Re: Understanding Node vs Property Shapes and Property Paths

Hello Irene,

Mostly because I hate dangling threads with no resolution...

Again, the SO question (
https://stackoverflow.com/questions/61323857/what-is-the-difference-between-these-shape-graphs-which-use-shor/61372130#61372130
) mentioned earlier provides useful background.

The key blocker I had was understanding how property paths work and keeping
the concept firmly in mind. A path is used to reach values. When using
sh:path [sh:zeroOrMorePath rdf:path] and considering the node hr:Longer, it
will reach three values -- (0) hr:Longer, (1) hr:Employee, and (2)
rdfs:Class. With this concept firmly in mind, what is going on in (B) and
why it does not work can be fully explained.

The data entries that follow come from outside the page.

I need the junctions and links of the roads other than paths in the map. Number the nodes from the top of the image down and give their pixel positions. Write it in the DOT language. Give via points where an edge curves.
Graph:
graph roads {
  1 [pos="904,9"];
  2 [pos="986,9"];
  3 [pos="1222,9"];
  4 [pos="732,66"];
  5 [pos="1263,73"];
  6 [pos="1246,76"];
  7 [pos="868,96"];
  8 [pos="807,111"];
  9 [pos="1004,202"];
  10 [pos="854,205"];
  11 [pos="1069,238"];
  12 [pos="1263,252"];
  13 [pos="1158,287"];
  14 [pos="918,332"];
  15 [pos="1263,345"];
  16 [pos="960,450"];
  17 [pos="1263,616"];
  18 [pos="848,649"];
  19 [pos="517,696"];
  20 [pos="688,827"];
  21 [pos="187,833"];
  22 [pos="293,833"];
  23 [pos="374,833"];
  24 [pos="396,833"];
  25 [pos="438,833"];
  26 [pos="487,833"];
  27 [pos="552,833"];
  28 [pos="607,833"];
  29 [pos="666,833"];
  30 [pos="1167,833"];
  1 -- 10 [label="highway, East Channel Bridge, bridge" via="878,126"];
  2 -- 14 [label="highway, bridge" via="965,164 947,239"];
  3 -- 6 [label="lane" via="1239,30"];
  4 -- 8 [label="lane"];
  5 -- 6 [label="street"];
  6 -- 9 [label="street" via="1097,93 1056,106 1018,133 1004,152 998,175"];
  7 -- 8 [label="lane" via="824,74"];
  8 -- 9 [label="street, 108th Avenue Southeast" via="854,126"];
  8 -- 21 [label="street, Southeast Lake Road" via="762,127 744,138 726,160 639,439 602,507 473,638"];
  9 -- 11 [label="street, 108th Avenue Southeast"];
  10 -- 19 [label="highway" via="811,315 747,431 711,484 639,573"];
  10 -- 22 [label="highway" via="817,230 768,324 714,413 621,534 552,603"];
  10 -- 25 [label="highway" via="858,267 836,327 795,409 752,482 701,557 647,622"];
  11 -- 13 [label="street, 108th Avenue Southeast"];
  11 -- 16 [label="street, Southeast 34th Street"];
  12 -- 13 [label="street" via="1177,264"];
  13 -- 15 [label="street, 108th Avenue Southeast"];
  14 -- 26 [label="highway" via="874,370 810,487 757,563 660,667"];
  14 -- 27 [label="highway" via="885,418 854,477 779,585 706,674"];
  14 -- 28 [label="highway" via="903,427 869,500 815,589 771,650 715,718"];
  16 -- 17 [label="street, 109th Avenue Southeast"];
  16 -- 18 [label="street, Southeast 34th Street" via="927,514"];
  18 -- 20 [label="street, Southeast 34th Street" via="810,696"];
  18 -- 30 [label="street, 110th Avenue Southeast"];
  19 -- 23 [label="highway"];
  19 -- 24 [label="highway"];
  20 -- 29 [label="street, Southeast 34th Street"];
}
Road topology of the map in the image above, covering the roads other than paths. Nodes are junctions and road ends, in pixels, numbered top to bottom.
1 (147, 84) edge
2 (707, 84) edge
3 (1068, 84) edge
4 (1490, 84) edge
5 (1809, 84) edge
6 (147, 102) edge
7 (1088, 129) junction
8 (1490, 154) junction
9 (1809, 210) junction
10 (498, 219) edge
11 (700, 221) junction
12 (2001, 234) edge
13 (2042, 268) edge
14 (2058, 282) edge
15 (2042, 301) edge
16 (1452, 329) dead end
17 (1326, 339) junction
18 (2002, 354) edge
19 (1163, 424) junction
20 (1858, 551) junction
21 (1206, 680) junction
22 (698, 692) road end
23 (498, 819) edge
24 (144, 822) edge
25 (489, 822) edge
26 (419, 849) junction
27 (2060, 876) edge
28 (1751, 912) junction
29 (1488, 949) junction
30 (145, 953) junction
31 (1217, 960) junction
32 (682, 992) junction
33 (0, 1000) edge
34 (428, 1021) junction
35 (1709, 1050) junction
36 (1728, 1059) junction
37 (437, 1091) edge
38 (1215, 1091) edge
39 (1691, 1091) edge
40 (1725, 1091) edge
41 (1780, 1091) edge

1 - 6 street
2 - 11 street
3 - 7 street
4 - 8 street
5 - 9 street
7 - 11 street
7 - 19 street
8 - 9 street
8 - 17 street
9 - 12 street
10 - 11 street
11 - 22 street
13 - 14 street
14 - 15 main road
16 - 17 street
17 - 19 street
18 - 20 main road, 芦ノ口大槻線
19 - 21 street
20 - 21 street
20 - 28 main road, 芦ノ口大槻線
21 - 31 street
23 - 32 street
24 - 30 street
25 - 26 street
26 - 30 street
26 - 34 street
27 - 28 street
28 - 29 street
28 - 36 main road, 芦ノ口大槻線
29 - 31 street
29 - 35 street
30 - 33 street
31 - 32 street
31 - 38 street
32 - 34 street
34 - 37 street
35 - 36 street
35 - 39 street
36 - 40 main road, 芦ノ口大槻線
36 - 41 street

Both (A) and (B) have the same target definition and will return the same
focus nodes. These are:

hr:Another
hr:Employee
hr:Longer
hr:freestanding
hr:missing
hr:name
hr:nosuper
hr:randomtype
hr:typo


Additionally, common to both (A) and (B) is sh:path [sh:zeroOrMorePath
rdf:type] ;. When considering the node hr:Longer, for example, it will emit
three values, each of which may need to be checked. These three values are
(0) hr:Longer, (1) hr:Employee, and (2) rdfs:Class.

For (B), when it considers hr:Longer and passes emitted value hr:Longer to
sh:or, it see that it is not either a rdfs:Class or rdf:Property. A
validation error is emitted because neither clause of sh:or was satisfied.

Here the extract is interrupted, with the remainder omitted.